The neo avant-gardists assert themselves, and each one follows a different path. We find abstract formalism, a methodology that distances itself from the pictorial rules of social realism. This has for some time been advanced by Gruppo Forma 1 (Rome, 1947) with adherents such as Piero Dorazio, who developed in later years his idea of the autonomy of color with respect to pictorial space, creating forms that are more regular and rhythmic. There was the Spazialismo of Lucio Fontana, who experimented with bi-dimensionality through cuts, holes, and monochromatic backgrounds that became the formal principles. Then the aesthetic essentialism of Enrico Castellani, who was sensitive to the stimuli of Gruppo Zero (Dusseldorf, 1961)—among whom we remember one of the primary leaders, the Frenchman Bernard Aubertin—whose strongly plastic and monochrome canvases were subjected to tension and warping due to the presence of wooden elements behind the canvas. The component of light played a key role in these composition by defining volumes, planes, and effects of light and dark. Also embracing this trend was Agostino Bonalumi of the Nuove Tendenze group, who explored the objectivity of representation by using the space behind the picture. Sensitive to this stylistic approach was Turi Simeti, who instead used ovoid shapes to create a different balance between form and color. We should also mention the individual path taken by Paolo Scheggi, whose overlapping monochrome canvases attempt to open up to three-dimensionality. The year of 1972 marks the abstract breakthrough of Gerhard Richter with his ‘Vermalung’ (‘Inpainting’) in which a second layer is applied with a spatula that reveals the entire compositional structure and the deep gestural tension.
A somewhat more succinct counter-balance to this view, particularly in painting, is the social critical approach of New Realism practiced by the French artist Arman. Waste produced by modern society became a formal element and entered physically into the work of art—whether as destroyed musical instruments or paintbrushes in formalin. This was an approach also employed by Mimmo Rotella, though his décollages of torn posters are an obvious manifestation of a fascination with the world of cinema and divas, from the Rome of La Dolce Vita to paparazzi. At the end of the sixties, the decade which showed the first real economic growth since the war, the year 1967 marked the birth of Arte Povera. These artists used simple materials—wood, iron, plastic, earth, and rags—to form an alphabet of signs, and this approach was soon adopted by Pier Paolo Calzolari.
Thus we close the circle with the commencement of Pop Art.
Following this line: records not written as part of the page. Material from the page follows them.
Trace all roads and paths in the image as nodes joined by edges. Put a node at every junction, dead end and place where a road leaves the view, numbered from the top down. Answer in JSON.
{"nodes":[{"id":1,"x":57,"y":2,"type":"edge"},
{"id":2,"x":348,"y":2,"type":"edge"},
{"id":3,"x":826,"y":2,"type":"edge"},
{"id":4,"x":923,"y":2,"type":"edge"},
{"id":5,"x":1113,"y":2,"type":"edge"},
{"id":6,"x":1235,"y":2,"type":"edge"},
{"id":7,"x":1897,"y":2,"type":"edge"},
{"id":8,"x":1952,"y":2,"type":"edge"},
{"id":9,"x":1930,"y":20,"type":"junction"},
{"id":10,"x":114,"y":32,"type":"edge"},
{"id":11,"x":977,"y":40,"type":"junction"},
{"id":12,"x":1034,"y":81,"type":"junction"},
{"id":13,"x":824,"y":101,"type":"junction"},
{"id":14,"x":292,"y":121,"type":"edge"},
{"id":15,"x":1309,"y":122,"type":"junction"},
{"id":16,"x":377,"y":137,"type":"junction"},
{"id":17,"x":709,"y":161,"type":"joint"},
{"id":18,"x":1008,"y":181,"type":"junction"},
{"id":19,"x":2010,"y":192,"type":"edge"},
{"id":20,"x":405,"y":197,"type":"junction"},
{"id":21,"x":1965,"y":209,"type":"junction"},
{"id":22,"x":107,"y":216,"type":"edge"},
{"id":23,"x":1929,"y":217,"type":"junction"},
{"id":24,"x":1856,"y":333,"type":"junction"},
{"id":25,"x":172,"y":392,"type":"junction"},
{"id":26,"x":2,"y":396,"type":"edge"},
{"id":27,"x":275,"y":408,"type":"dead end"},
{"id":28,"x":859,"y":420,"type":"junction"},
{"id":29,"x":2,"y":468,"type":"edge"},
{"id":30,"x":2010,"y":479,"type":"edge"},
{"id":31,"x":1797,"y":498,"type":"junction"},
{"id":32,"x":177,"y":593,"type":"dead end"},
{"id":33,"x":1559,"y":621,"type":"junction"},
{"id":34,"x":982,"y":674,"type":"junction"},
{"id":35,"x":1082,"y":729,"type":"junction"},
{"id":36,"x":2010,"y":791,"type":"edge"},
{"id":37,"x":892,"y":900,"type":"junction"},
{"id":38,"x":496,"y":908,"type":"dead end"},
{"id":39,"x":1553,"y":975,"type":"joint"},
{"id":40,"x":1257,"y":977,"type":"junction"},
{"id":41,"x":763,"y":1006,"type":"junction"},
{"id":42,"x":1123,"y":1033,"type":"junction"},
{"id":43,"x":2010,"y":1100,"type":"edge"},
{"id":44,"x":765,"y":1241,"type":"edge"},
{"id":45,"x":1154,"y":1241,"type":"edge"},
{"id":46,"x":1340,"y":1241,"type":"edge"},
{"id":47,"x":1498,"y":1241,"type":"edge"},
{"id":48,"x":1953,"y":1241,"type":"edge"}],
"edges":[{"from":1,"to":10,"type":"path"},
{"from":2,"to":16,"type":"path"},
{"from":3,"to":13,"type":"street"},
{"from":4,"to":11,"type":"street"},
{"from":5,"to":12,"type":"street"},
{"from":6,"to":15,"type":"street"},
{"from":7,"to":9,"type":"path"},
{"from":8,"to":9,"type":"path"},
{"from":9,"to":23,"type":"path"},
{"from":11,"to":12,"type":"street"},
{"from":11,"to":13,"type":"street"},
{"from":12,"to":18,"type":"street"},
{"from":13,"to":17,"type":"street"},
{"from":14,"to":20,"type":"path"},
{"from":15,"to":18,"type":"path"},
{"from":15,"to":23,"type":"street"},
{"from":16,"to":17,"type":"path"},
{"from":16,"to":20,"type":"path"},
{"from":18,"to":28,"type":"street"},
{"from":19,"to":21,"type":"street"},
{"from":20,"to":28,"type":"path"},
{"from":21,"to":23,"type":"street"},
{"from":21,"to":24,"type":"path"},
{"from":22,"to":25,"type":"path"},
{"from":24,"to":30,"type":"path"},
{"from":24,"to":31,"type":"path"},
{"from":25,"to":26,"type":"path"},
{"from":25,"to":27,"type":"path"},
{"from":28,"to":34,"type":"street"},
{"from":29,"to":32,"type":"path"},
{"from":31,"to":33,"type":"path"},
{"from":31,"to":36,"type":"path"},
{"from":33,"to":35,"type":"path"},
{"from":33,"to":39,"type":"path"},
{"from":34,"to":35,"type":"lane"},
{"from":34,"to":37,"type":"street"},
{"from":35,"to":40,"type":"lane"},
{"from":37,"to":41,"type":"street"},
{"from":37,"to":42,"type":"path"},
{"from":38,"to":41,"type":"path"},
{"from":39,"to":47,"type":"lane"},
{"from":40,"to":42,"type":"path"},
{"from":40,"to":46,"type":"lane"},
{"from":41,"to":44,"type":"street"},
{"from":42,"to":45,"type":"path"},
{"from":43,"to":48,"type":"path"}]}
While overseas Pop took inspiration from everyday objects and translated them into subjects for works of art, in Italy it took on very different connotations: sounds, images from magazines and television, words, and advertising brands were the factors that fueled the creativity and expressive vocabulary of the maledetto artist Mario Schifano. Along with him, making up the school of the Piazza del Popolo in Rome, were Tano Festa and Franco Angeli; the one with a more referential approach in which the classical figure was reinterpreted using the look of advertising, the other with an explicit reference to money and the capitalist world, with the American dollar being the highest expression of political significance.